§ **ASSIGNMENT**:
Filter the material, keeping only lines with the word "name".

§ **SUPPLIED DATA**:
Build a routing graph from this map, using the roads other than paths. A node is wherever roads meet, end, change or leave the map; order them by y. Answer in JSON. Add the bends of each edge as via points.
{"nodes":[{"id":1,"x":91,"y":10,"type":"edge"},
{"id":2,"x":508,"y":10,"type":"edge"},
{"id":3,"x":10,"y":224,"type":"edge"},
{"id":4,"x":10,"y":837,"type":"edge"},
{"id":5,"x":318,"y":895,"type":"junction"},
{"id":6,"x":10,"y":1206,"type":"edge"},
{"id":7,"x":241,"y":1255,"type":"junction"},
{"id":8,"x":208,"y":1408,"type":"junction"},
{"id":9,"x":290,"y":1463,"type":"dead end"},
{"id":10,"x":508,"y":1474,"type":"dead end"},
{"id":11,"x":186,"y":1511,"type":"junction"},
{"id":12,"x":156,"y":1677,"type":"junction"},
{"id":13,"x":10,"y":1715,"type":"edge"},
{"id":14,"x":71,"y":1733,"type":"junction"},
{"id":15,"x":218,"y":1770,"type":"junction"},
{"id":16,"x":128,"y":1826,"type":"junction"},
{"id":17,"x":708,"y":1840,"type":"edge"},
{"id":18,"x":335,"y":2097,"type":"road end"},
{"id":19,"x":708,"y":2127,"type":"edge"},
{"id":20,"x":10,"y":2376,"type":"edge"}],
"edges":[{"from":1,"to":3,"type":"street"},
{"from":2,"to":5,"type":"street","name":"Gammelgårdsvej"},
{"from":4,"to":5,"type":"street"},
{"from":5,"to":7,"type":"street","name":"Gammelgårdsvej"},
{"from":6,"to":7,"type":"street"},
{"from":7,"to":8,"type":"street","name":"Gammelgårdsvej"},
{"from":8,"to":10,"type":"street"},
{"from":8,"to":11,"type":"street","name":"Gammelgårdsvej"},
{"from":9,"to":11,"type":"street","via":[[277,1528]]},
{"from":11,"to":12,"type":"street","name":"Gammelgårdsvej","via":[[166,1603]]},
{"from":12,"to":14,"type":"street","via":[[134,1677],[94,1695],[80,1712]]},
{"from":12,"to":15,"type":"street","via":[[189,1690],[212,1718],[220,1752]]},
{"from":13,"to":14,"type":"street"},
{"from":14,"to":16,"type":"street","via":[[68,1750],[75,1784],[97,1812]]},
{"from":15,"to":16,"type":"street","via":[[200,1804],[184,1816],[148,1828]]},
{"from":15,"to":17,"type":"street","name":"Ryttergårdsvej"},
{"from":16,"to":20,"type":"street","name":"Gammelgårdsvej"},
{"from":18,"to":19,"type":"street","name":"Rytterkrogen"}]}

§ **RESULT OF THE EXERCISE**:
{"from":2,"to":5,"type":"street","name":"Gammelgårdsvej"},
{"from":5,"to":7,"type":"street","name":"Gammelgårdsvej"},
{"from":7,"to":8,"type":"street","name":"Gammelgårdsvej"},
{"from":8,"to":11,"type":"street","name":"Gammelgårdsvej"},
{"from":11,"to":12,"type":"street","name":"Gammelgårdsvej","via":[[166,1603]]},
{"from":15,"to":17,"type":"street","name":"Ryttergårdsvej"},
{"from":16,"to":20,"type":"street","name":"Gammelgårdsvej"},
{"from":18,"to":19,"type":"street","name":"Rytterkrogen"}]}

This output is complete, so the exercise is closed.